Managing legal risks
This article is simplified to accommodate the wide readership. Businesses are encouraged to come up with risk management frameworks or systems to mitigate legal risks. It is quite common to find a legal and compliance as well as risk function or resource person in a business depending on size. Some of the aspects considered in managing risks include those explained hereunder.
Risk identification
This involves identifying legal risks likely to affect a business. This process involves coming up with a broad list of identified potential legal risks. The main sources of legal risks are regulations and contracts. Legal disputes can escalate to litigation which can be both disruptive and expensive.

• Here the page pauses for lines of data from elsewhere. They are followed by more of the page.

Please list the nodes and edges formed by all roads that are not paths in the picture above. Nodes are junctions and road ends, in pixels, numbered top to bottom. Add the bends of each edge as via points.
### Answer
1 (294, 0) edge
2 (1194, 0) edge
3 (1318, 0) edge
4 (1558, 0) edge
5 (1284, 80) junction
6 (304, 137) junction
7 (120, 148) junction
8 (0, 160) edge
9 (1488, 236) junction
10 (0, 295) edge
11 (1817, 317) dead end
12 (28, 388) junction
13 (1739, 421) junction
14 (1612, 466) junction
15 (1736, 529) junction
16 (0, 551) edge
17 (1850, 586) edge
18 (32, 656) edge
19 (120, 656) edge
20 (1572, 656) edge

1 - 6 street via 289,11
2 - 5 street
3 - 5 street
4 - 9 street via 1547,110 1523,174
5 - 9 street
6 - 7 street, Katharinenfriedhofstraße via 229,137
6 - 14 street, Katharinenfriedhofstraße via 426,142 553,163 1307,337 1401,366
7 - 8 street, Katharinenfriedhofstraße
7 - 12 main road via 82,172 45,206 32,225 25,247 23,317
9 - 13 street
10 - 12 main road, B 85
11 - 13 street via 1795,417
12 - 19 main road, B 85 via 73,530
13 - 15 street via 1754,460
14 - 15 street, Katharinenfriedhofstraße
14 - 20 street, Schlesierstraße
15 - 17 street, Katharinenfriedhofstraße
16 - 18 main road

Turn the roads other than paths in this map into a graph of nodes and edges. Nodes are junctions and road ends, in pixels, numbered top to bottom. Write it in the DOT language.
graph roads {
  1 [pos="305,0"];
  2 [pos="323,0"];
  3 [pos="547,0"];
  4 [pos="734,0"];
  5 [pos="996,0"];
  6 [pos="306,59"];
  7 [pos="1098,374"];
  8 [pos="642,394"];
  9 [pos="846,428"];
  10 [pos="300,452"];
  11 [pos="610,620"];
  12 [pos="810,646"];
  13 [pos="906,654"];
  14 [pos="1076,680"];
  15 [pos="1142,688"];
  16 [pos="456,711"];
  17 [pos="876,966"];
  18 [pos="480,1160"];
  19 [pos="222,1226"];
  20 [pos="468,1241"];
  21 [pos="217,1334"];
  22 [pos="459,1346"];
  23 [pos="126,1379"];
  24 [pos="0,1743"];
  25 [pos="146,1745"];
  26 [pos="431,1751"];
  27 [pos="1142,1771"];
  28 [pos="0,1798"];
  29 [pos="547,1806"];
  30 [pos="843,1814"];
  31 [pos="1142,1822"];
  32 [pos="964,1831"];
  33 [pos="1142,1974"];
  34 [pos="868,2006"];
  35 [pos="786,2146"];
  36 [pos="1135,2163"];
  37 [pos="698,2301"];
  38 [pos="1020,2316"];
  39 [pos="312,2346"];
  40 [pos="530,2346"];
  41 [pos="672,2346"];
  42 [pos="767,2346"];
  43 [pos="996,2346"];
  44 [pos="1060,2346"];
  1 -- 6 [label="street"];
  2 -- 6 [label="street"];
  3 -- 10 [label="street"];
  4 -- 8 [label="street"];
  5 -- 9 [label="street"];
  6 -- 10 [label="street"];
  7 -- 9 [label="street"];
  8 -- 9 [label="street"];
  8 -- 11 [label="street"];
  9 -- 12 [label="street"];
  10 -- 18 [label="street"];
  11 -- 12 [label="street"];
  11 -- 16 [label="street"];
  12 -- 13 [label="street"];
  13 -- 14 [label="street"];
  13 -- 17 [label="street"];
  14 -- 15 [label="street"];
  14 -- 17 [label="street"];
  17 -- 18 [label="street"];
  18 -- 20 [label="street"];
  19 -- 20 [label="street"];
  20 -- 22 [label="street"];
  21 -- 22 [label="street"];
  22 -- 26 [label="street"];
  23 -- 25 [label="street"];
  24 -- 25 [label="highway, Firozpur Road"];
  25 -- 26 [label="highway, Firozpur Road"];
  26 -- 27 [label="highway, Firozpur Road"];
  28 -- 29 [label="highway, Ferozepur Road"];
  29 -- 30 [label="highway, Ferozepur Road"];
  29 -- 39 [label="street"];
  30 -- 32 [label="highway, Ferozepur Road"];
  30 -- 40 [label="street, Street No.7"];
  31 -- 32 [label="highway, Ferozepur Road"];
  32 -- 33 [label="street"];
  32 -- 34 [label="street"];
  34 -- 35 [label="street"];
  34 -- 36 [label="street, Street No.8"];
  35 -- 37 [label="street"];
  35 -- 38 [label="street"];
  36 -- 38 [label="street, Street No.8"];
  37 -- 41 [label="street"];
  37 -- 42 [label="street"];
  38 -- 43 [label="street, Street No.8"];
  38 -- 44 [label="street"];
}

Put differently, many legal risks emanate from regulatory laws or requirements especially for regulated businesses. There are many regulated businesses which require licences or permits some which are renewed annually. These usually have conditions which have to be complied with. Other significant stakeholders to a business include ZIMRA, Environmental Management Agency (EMA) and local authorities.
Contracts are a major source of legal risks due to many reasons. Common examples include non- compliance by the business or another party to an agreement or when a party is simply attempting to avoid contractual obligations or attempting to benefit unfairly.
In some situations a supplier may attempt to pass on a price increase to a customer or a customer may fail to pay on time or choose to reject supplied goods or services rendered. Human resources contracts also present a fertile ground for legal risks especially on termination.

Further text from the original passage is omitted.